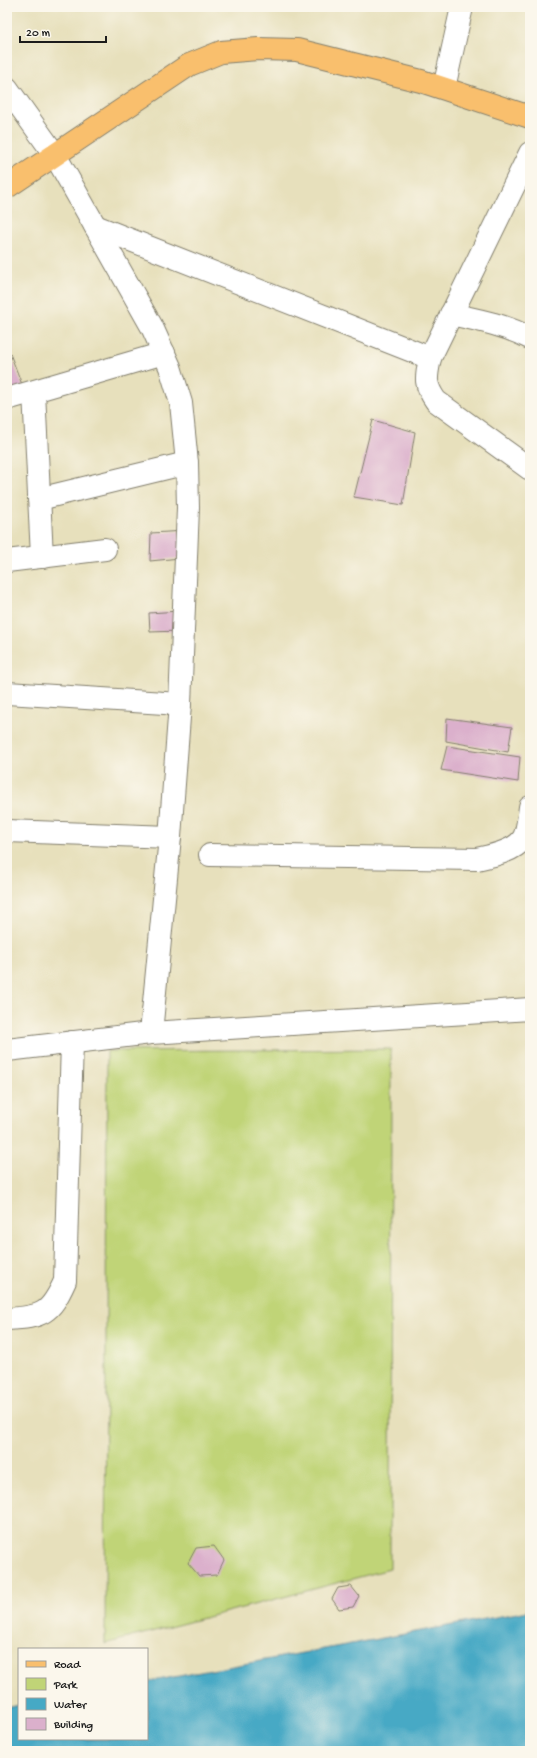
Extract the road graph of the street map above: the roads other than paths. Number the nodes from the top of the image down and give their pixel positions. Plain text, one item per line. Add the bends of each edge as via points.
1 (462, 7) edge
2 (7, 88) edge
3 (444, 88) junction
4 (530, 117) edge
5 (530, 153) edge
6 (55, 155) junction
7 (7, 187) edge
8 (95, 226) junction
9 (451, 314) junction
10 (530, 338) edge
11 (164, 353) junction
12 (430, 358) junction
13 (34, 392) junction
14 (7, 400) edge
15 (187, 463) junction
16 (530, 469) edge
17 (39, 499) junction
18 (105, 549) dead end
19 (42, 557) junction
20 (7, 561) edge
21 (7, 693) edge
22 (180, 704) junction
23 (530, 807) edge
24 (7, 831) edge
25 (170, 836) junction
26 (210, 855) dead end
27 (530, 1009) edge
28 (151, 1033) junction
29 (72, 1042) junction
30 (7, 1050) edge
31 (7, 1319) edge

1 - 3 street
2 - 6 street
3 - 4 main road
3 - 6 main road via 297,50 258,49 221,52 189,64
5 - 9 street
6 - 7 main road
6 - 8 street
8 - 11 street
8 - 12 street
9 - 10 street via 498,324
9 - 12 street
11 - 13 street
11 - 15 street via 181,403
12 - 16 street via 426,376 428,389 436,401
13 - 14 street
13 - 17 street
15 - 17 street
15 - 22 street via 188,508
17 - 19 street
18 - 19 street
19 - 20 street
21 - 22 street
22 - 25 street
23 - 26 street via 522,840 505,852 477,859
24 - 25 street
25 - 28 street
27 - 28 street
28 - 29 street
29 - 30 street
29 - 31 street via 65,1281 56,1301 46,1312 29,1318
§
◆ WHAT IS BEING ASKED:
With the images omitted, output all entries exactly as given.

◆ THE COMPLETED TASK:
Extract the road graph of the street map above: the roads other than paths. Number the nodes from the top of the image down and give their pixel positions. Plain text, one item per line. Add the bends of each edge as via points.
1 (462, 7) edge
2 (7, 88) edge
3 (444, 88) junction
4 (530, 117) edge
5 (530, 153) edge
6 (55, 155) junction
7 (7, 187) edge
8 (95, 226) junction
9 (451, 314) junction
10 (530, 338) edge
11 (164, 353) junction
12 (430, 358) junction
13 (34, 392) junction
14 (7, 400) edge
15 (187, 463) junction
16 (530, 469) edge
17 (39, 499) junction
18 (105, 549) dead end
19 (42, 557) junction
20 (7, 561) edge
21 (7, 693) edge
22 (180, 704) junction
23 (530, 807) edge
24 (7, 831) edge
25 (170, 836) junction
26 (210, 855) dead end
27 (530, 1009) edge
28 (151, 1033) junction
29 (72, 1042) junction
30 (7, 1050) edge
31 (7, 1319) edge

1 - 3 street
2 - 6 street
3 - 4 main road
3 - 6 main road via 297,50 258,49 221,52 189,64
5 - 9 street
6 - 7 main road
6 - 8 street
8 - 11 street
8 - 12 street
9 - 10 street via 498,324
9 - 12 street
11 - 13 street
11 - 15 street via 181,403
12 - 16 street via 426,376 428,389 436,401
13 - 14 street
13 - 17 street
15 - 17 street
15 - 22 street via 188,508
17 - 19 street
18 - 19 street
19 - 20 street
21 - 22 street
22 - 25 street
23 - 26 street via 522,840 505,852 477,859
24 - 25 street
25 - 28 street
27 - 28 street
28 - 29 street
29 - 30 street
29 - 31 street via 65,1281 56,1301 46,1312 29,1318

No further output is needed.